The challenge is feeding 8.1 billion people within Earth’s planetary boundaries.
Industrial agriculture practices emphasize maximizing yield and include carbon intensive processes and chemical fertilizers. These approaches, efficient though they may be, deplete the soil health and reduce biodiversity. The industry is also exploitative to workers and farmers, failing to provide economic sustainability and well-being. The food and agriculture industry contributes one third of global greenhouse gas emissions, and the agricultural supply chain has become increasingly vulnerable to the effects of climate change, including changing patterns of drought, precipitation, and extreme heat. A new approach to food production and agriculture is needed.
As investors, we have leverage points that we can influence to encourage the move away from the extractive and exploitative status quo, which has significant negative externalities, and transition to a more resilient system that can thrive over the long term.
In 2018, we began a journey at Domini in adopting a system-level approach to our investments. To start, we focused on one system in particular: Forests. This included addressing many interconnected questions about the optimal uses of land in society. When we first began looking at the drivers of global deforestation, it is clear that much of the forest destruction takes place when land is cleared for agriculture. And through our efforts to protect forests and biodiversity, we have worked with companies, investor collaborations, and policy makers to drive change.
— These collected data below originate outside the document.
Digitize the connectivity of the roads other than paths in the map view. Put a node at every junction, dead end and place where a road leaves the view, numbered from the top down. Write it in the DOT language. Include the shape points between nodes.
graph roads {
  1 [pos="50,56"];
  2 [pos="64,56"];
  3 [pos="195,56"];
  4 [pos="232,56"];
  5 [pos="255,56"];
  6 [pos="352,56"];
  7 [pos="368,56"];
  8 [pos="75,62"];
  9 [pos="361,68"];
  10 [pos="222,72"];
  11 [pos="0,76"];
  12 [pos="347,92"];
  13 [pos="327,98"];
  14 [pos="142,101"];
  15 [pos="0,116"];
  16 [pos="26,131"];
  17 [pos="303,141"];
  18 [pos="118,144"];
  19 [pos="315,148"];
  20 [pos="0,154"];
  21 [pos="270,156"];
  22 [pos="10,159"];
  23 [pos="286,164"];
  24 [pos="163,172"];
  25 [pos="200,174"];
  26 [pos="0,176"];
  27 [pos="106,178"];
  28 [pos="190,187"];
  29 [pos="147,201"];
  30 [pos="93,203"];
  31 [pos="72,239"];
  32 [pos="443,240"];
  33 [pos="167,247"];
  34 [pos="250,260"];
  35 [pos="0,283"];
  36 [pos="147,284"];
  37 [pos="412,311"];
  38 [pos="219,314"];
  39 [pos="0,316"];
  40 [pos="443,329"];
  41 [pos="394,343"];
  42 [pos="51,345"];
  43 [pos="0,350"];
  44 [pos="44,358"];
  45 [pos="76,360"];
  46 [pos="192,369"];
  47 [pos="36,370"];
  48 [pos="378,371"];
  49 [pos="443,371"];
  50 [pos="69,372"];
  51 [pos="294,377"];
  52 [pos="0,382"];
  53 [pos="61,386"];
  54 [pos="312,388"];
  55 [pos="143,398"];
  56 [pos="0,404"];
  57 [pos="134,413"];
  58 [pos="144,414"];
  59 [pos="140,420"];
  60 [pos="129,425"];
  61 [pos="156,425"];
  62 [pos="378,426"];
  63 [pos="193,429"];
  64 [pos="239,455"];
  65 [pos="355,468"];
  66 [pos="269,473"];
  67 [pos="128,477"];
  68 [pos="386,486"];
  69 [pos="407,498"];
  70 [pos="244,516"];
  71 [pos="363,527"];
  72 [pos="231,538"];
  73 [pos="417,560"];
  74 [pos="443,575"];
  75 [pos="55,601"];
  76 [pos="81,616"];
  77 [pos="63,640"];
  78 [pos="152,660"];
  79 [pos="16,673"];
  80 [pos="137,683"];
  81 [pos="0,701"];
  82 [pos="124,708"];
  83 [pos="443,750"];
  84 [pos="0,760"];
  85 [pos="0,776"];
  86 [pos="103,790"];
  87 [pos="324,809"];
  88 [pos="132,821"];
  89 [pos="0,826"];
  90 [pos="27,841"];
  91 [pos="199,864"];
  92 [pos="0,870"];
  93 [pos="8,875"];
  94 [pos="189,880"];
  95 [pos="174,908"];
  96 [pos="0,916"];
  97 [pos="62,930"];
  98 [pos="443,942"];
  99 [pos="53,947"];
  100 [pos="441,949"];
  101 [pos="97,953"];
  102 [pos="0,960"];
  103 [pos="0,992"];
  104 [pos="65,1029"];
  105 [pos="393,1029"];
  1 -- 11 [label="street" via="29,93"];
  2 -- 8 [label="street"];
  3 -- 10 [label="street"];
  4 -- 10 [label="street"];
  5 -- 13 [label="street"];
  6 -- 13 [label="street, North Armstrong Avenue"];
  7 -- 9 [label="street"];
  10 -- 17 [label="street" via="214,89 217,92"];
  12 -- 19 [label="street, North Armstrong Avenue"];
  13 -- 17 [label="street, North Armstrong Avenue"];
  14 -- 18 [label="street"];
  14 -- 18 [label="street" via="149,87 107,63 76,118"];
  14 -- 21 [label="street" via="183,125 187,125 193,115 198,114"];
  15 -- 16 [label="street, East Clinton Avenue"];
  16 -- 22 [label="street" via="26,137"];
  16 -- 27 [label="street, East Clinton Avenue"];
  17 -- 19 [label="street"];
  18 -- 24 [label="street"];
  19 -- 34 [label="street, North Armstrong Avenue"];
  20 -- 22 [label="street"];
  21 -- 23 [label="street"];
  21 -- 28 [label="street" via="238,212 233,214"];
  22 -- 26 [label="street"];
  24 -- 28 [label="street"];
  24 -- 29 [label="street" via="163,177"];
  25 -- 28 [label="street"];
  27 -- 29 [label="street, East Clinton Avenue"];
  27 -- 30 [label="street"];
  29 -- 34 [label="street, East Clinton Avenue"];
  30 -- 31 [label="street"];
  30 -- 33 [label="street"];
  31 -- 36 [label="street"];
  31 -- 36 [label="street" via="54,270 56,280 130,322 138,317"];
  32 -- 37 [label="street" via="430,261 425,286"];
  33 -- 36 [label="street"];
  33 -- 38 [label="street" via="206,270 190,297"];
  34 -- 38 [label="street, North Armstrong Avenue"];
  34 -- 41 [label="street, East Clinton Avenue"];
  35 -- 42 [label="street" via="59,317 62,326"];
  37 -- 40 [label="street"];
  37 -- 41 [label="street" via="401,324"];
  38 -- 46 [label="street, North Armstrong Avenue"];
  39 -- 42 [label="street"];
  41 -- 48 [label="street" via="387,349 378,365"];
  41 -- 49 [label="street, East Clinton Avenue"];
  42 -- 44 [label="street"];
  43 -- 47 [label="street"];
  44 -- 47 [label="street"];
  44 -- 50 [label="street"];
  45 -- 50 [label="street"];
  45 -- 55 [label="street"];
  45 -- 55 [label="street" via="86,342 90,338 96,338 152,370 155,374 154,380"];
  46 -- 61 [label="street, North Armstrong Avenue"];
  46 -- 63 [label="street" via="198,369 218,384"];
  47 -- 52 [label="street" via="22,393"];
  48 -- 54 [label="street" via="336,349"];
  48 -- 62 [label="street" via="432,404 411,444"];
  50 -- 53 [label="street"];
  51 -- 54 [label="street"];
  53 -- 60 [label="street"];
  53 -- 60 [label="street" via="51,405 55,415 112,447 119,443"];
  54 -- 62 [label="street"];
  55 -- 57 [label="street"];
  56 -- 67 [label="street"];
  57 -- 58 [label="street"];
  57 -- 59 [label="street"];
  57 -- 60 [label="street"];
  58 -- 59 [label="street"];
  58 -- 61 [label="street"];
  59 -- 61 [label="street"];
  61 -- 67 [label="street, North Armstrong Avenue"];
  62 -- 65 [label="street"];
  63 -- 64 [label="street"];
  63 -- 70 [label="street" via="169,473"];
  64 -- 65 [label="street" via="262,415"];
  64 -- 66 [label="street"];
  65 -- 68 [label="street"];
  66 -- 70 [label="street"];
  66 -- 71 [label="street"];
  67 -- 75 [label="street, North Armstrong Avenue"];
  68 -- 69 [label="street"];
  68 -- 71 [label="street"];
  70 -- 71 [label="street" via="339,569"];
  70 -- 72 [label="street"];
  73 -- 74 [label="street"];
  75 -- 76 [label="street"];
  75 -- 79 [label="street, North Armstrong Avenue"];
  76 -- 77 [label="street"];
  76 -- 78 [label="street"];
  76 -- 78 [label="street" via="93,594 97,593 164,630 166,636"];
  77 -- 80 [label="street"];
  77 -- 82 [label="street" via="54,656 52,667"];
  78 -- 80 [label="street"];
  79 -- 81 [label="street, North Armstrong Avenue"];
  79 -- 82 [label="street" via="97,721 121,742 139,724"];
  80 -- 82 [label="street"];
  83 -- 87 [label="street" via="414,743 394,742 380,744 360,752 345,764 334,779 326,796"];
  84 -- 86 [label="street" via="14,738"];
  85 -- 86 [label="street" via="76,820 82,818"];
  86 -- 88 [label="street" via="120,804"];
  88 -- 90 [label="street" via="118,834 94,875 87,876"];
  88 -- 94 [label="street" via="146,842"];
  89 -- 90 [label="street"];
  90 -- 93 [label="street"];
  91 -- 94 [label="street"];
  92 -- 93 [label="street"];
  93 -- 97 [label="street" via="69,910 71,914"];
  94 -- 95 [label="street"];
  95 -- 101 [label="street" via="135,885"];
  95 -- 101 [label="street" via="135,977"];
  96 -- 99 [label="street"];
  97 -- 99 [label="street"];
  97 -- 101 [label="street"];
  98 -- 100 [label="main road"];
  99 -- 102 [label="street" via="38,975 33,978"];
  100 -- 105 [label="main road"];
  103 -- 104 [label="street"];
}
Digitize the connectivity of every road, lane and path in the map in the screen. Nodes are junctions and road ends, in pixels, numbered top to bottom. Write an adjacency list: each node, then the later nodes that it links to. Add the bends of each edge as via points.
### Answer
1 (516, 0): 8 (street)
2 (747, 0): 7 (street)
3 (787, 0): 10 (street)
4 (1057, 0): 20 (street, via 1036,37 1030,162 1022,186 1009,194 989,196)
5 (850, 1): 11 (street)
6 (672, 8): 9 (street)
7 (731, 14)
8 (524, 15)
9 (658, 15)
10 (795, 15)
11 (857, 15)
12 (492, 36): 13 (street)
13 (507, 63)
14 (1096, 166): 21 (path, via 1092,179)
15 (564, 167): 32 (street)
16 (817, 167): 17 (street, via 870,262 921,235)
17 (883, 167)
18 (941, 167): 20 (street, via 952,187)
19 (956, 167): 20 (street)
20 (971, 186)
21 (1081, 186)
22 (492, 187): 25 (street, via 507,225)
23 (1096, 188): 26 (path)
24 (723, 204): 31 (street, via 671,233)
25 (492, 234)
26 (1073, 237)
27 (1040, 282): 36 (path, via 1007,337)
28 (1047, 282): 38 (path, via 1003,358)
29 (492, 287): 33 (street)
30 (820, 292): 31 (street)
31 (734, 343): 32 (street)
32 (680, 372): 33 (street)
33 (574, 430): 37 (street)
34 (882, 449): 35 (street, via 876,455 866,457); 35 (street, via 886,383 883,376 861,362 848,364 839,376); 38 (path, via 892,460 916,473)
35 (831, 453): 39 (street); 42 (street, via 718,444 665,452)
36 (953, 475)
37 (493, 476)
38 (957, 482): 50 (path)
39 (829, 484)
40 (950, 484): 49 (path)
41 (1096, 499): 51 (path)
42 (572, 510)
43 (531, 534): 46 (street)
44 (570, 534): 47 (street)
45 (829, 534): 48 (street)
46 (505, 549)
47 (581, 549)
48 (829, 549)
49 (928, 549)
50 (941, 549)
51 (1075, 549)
Over the past six years, we have seen indicators of progress in investors’ and companies’ increased awareness, an evolving regulatory environment that mandates responsible practices, and stronger regulatory enforcement of forest protection laws.
There are similarities with this work and how we are looking for systemic improvements in industrial agriculture. We believe a move away from “value extraction” to “value creation” can happen when we strike the right balance among the competing environmental and social forces. This would be resilient for the long term, support robust thriving local economies and the wellbeing and just payment of farmers and workers, while also eliminating food insecurity and ensuring affordability. In short, the existing business model needs to change.
Business Model Transition for Value Creation
There is an alternative solution that is directly addressing these challenges. Regenerative agriculture is a holistic approach designed for farmers to work in harmony with nature, while simultaneously maintaining and improving livelihoods. Regenerative agriculture practices, like using cover crops, diverse crop plantings and rotation, no-till farming, reducing pesticide use in favor of integrated pest management, and conserving water, are ways to help regenerate and repair the soil and ecosystems. These practices have the potential to deliver different types of benefits–for improved climate mitigation, increased resilience of crops to water stress or long-term productivity and soil health, and lower input costs or improved yields for farmers. This more holistic approach to agriculture is garnering a lot of enthusiasm and has been the focus of a growing number of corporate commitments. Currently 15 percent of global farmland is estimated to be cultivated using regenerative practices, so a lot more uptake is needed. These are often traditional methods familiar to farmers globally, but smallholder farmers in particular have been incentivized, whether through subsidies or larger players in the food system, to grow food in ways that are dependent on chemicals which lead to degraded soil health.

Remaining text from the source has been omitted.